Clássicos 02 Mai 2022

Muito mais do que simples máquinas

Por Irineu Guarnier

A relação entre pessoas e máquinas – automóveis, aviões, motocicletas e barcos – pode ser quase tão intensa, e às vezes até mais prazerosa, do que a que experimentamos com outras pessoas, como com plantas ou animais domésticos. Pode parecer uma heresia dizer isso, mas pergunte a um aviador, a um piloto de automobilismo, a um navegador solitário ou a um caminhoneiro como é a relação deles com suas máquinas e certamente eles falarão delas como quem fala de uma grande amizade, com carinho e admiração.

Uma máquina de estimação, que nos leva para passear, para conhecer lugares distantes, que interage conosco ou que nos mostra o mundo de um ponto de vista diferente daquele a que estamos confinados torna-se, com o tempo, quase um ser vivo para nós. Gostamos das suas formas e confiamos nas suas atitudes. Sabemos quando ela está bem ou não. Conhecemos os seus humores, manias e achaques. Compreendemos o que ela nos diz – sim, porque, na sua “língua”, as máquinas “falam” connosco.

Por meio do ronco de um rolamento de roda desgastado um automóvel adverte que poderá sofrer um acidente. Um avião que estremece de repente avisa que vai cair se não houver uma correção imediata. A vibração no rotor de cauda de um helicóptero pode antecipar uma perda de controle no ar. Uma luz acesa em qualquer painel é um alerta capaz de evitar uma quebra ou algo pior. Sem falar de dispositivos mais modernos de segurança, que nos chamam a atenção para um descuido e até freiam por nós para evitar uma colisão.


Por outro lado, quando fazemos uma boa manutenção dos nossos veículos – trocamos o óleo do motor, as pastilhas dos freios, as velas, calibramos os pneus ou apenas lavamos e polimos – eles parecem nos agradecer por esses cuidados. Demonstram sua gratidão pelo carinho recebido rodando mais silenciosos e tranquilos. Tornam-se mais dóceis e confiáveis.   

Para quem se acomoda numa poltrona de avião, engole um sonífero e acorda no destino final, ou para quem utiliza um automóvel qualquer apenas para se deslocar de um lugar a outro da cidade, tudo isso pode parecer bobagem. Ora, máquinas são máquinas, um aglomerado de peças de metal e plástico, nada mais do que isso. Não têm vida.

Mas será que não existe algum tipo de vida no complexo organismo de seis milhões de componentes interligados de um Boeing 747-8I que nos leva de um ponto a outro do planeta, a dez mil metros de altura, na velocidade de uma bala de fuzil? Ou na sofisticada aerodinâmica de um carro de Fórmula 1 quando cola no chão a 350km/h? Na leveza silenciosa de um veleiro que navega contra o vento? No movimento ritmado dos pistões de uma moto Harley Davidson que produz aquele som gorgolejante único? No rugido leonino expelido pelo motor V8 de uma Ferrari F430? Na força da propulsão que lança às estrelas um foguete de centenas de toneladas como se fosse uma bolinha de golfe?

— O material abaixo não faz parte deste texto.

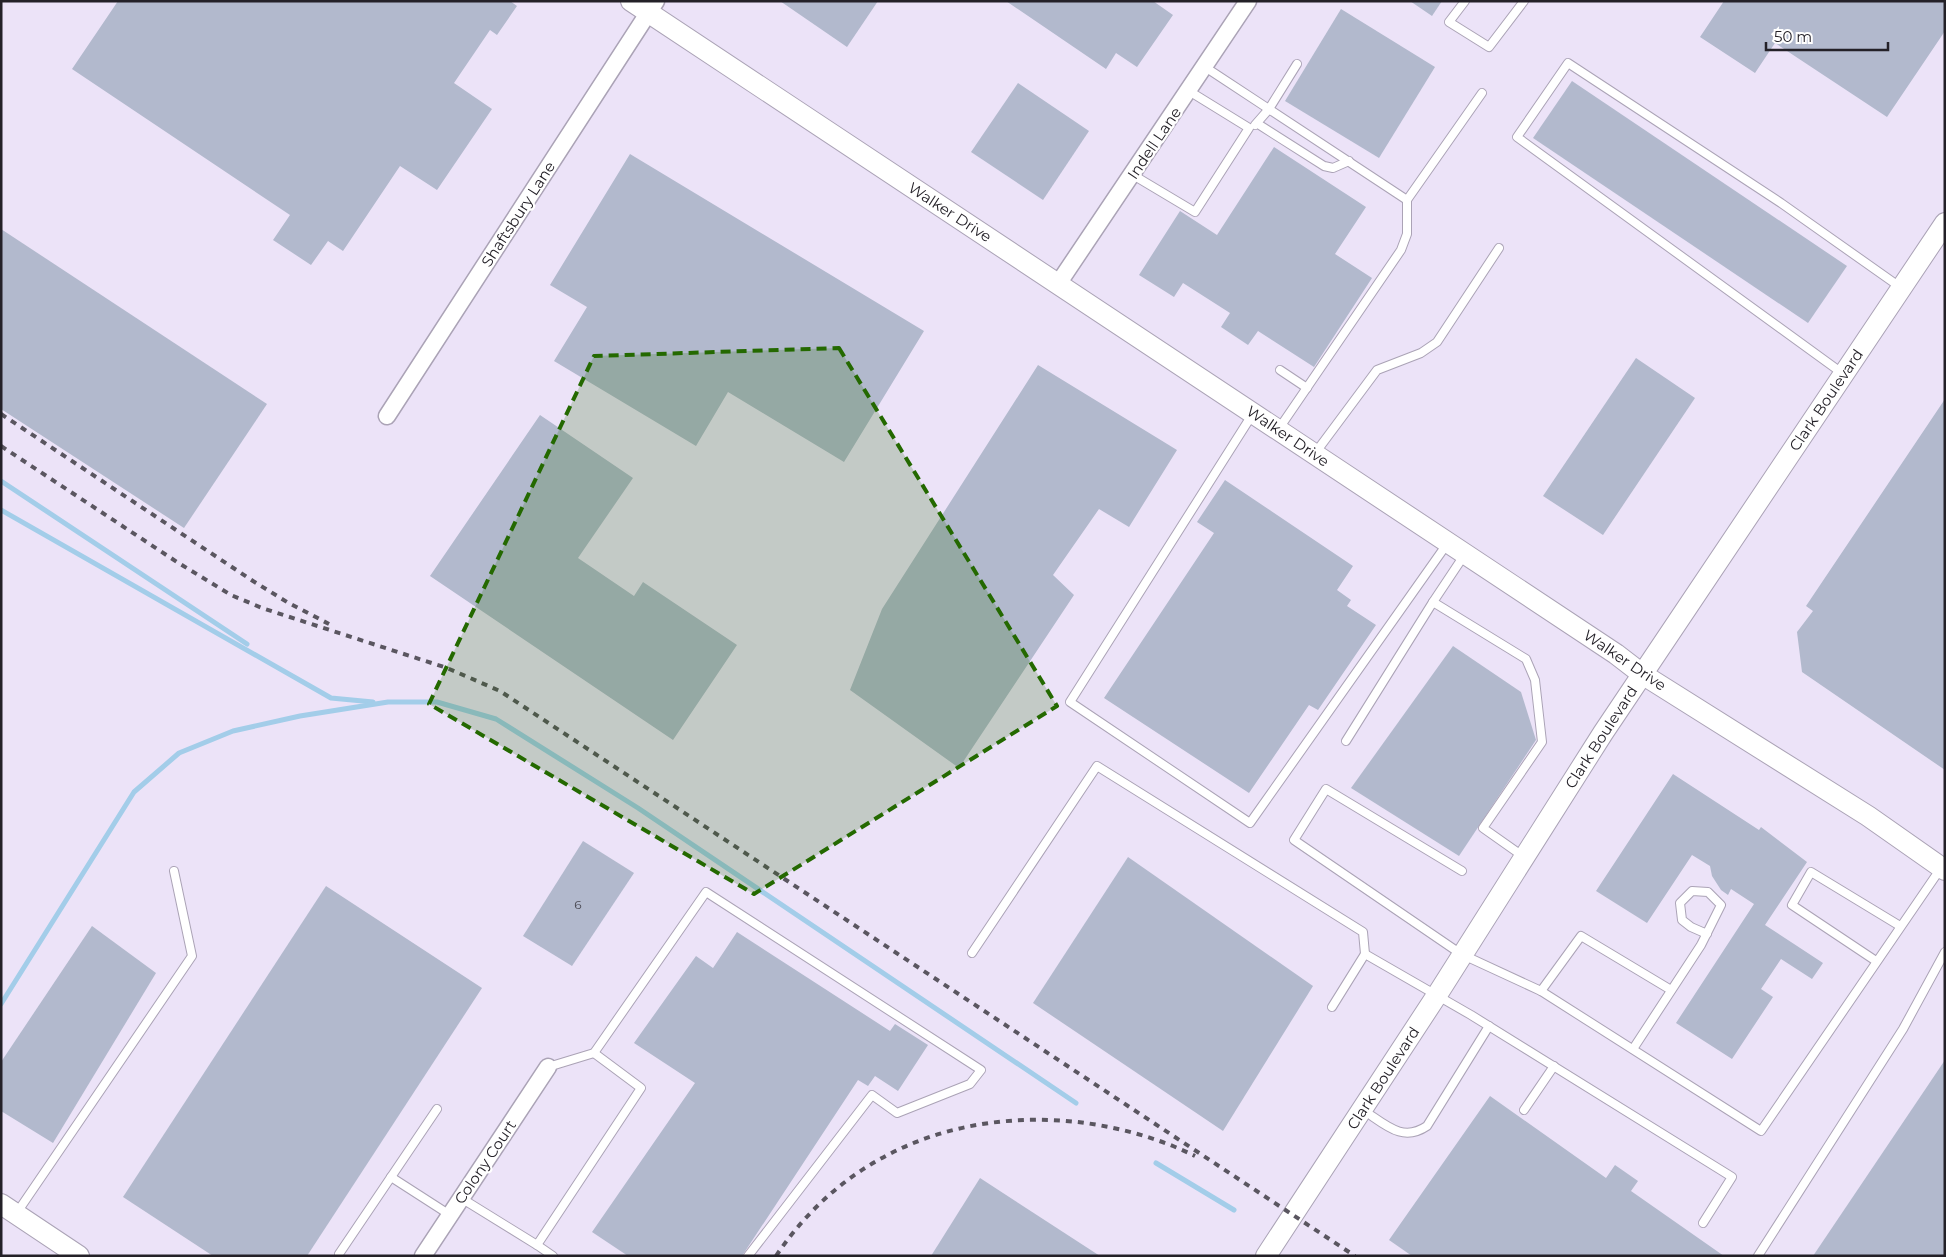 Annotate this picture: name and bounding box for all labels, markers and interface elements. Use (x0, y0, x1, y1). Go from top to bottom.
scale bar (1766, 20, 1888, 52)
text: 50 m (1774, 27, 1812, 46)
street label: Indell Lane (1123, 103, 1185, 183)
street label: Shaftsbury Lane (477, 158, 559, 270)
street label: Walker Drive (905, 178, 995, 246)
street label: Clark Boulevard (1785, 345, 1867, 455)
street label: Walker Drive (1243, 401, 1333, 471)
street label: Walker Drive (1580, 625, 1670, 695)
street label: Clark Boulevard (1561, 682, 1641, 792)
house number: 6 (574, 897, 582, 912)
street label: Clark Boulevard (1343, 1023, 1423, 1133)
street label: Colony Court (450, 1116, 520, 1208)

É preciso ser muito pragmático e um tanto insensível para não perceber uma centelha de vida em todas essas maravilhas criadas pela engenharia contemporânea. Uma vida não comparável à biológica, certamente, mas ainda assim é um tipo de vida. Mecânica, electrônica, artificial, por óbvio, porém animada pelo sopro da inteligência humana. Como se o homem brincasse de Deus, e as máquinas fossem suas criaturas.

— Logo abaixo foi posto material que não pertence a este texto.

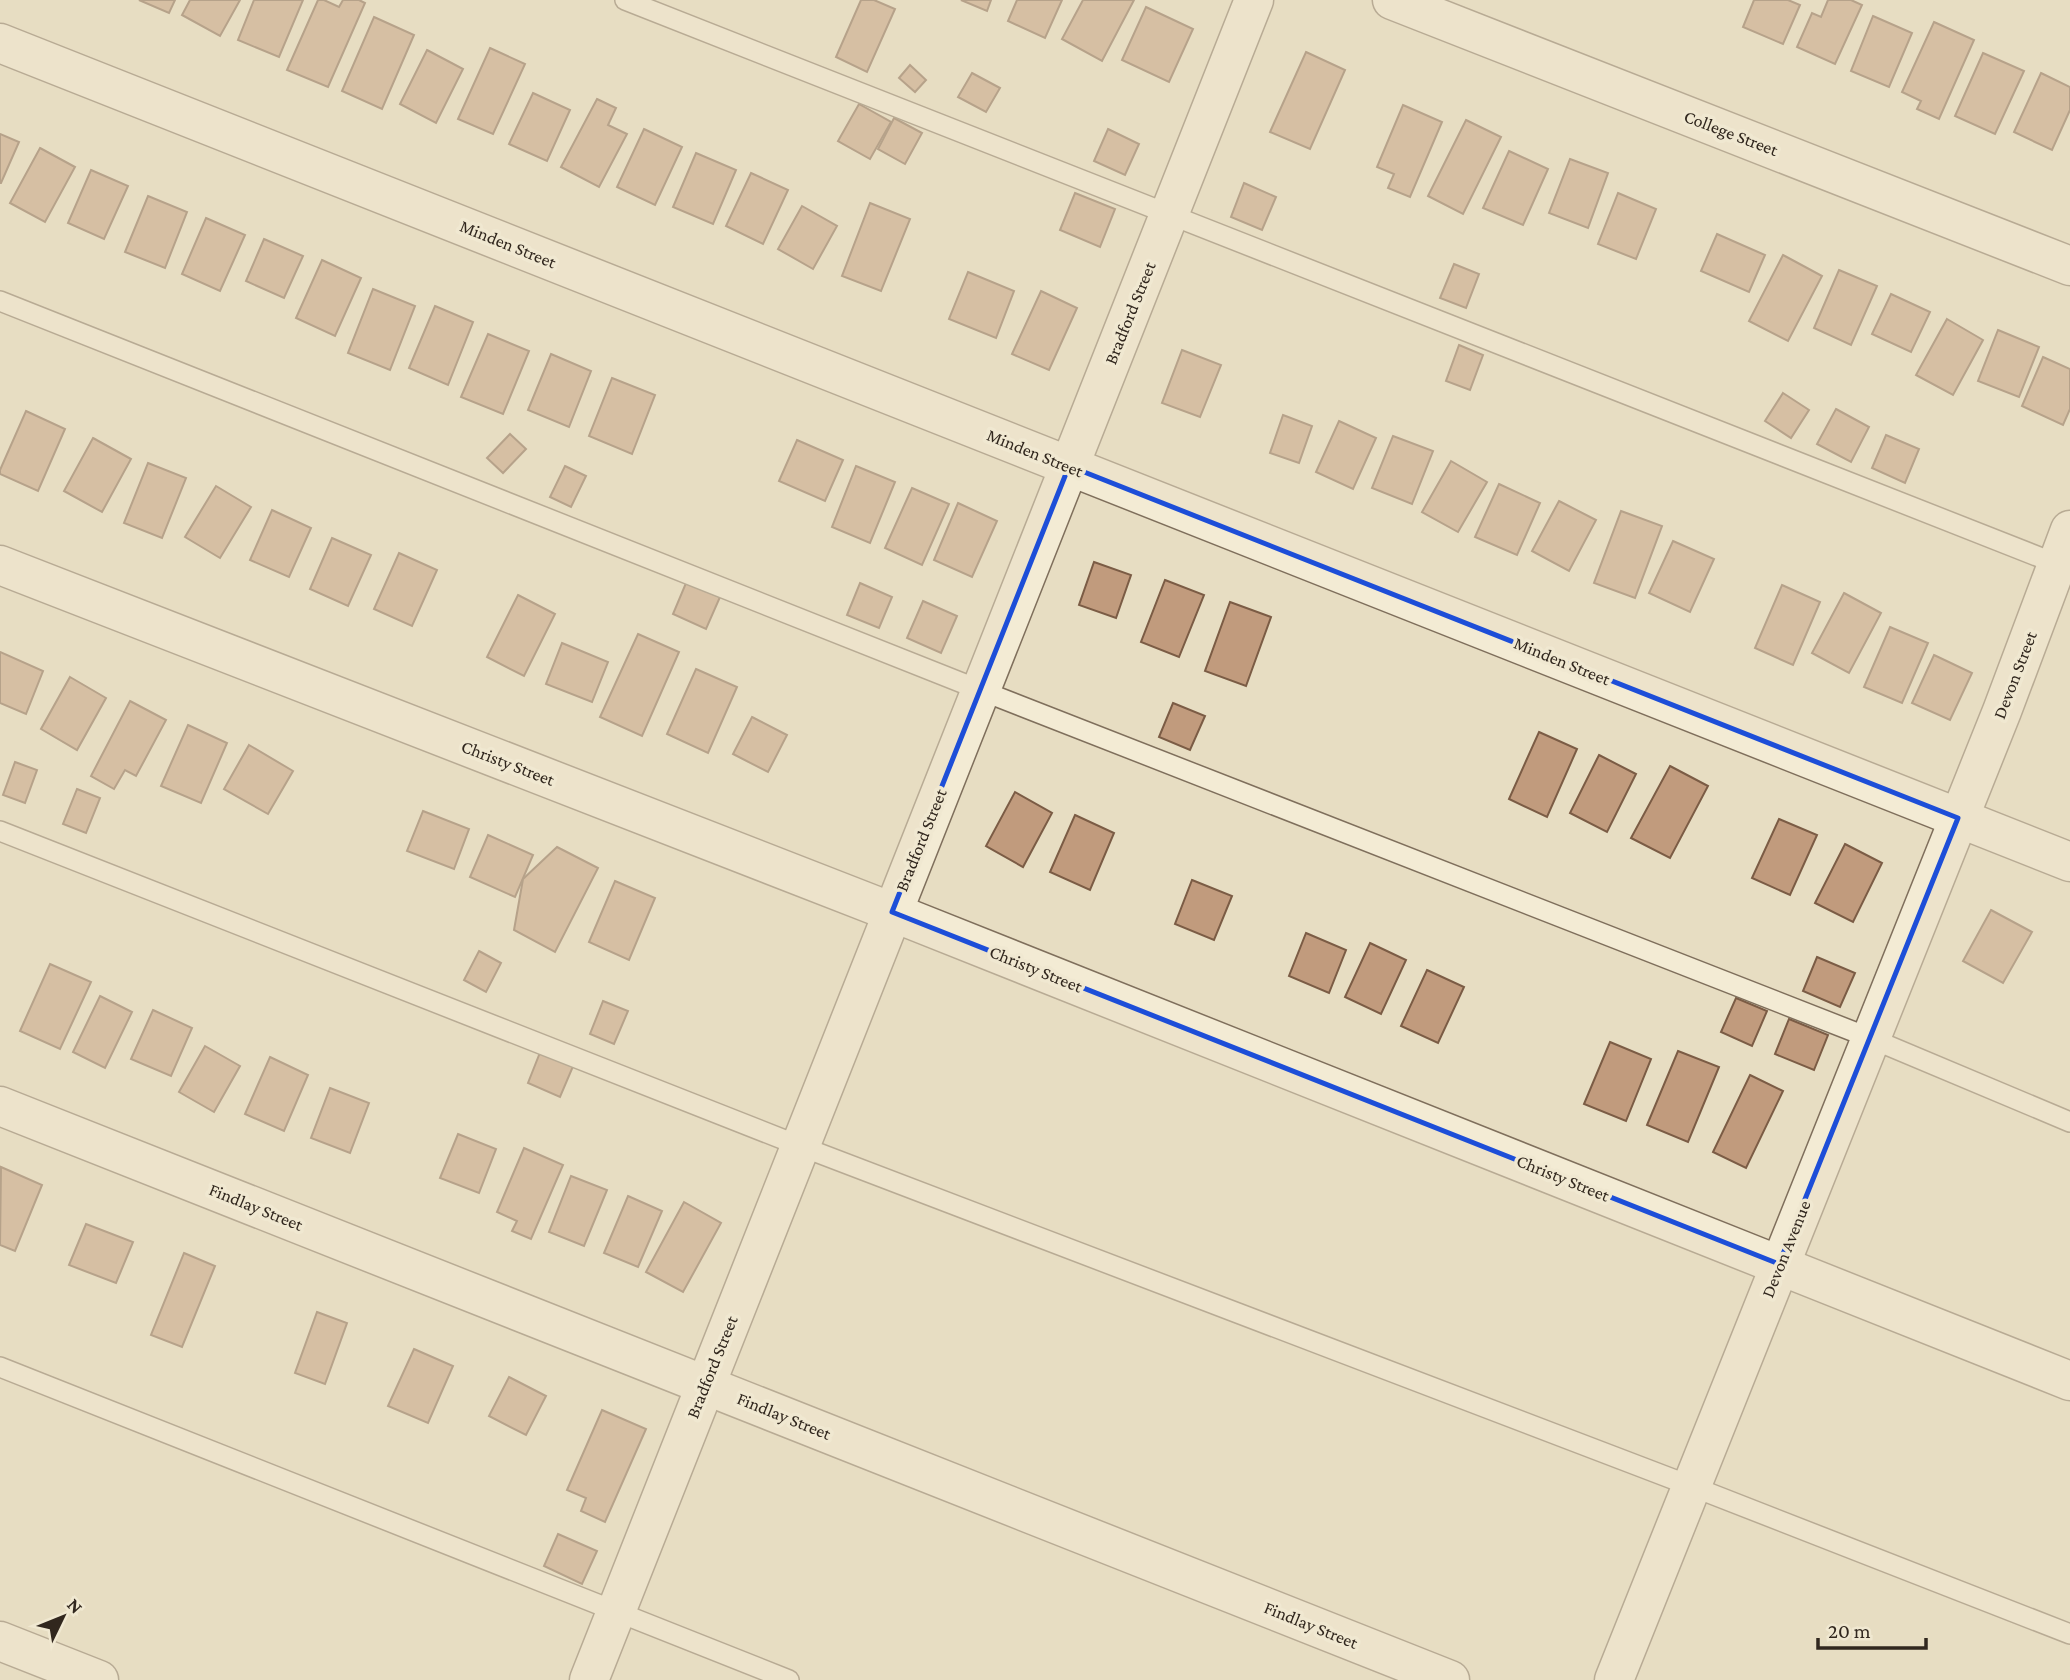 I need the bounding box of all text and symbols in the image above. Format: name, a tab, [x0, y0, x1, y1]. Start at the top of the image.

Um amigo me diz que a sua colecção de automóveis clássicos o poupou de muitas sessões de terapia psicanalítica. Outro, garante que subir a serra no final de semana com sua moto Triumph é uma forma de “despressurização” das tensões do quotidiano. Conheci um casal de aviadores – ele piloto de linhas aéreas, ela piloto de helicópteros off-shore – que, nos seus raros momentos de folga, corriam para voar planadores num aeroclube a 100 quilômetros de casa, porque se sentiam “mais vivos” nas alturas. Há, também, o caso de um editor e escritor amigo que viu um anúncio de um Gol GTS abandonado e sentiu que precisava fazer algo pelo clássico Volkswagen brasileiro que parecia implorar para ser salvo de virar sucata. Ele o comprou, o restaurou, e hoje desfila feliz da vida com seu GTS nos encontros de antigomobilismo.

Quanto a mim, confesso que em alguns dos momentos mais difíceis da minha vida, como quando enfrentei um período de depressão, restaurar veículos clássicos ou pegar uma estrada ao volante de um automóvel foram os “remédios” que mais benefícios me proporcionaram. Tonturas, enjoos e desânimo eram substituídos por uma sensação de bem-estar inacreditável. Interagir com a máquina, sentir a rotação do motor subindo após cada troca manual de marcha, a pressão dos pedais, as mudanças de rumo a um leve toque no volante, o sibilo do vento, a ação da força G nas curvas, as ondulações da topografia, tudo isso injetava no meu cérebro doses generosas de serotonina que me devolviam o prazer de viver. Dito isso, como negar que entre homens e máquinas pode sim existir uma relação afetiva tão íntima como nem sempre ocorre entre seres humanos?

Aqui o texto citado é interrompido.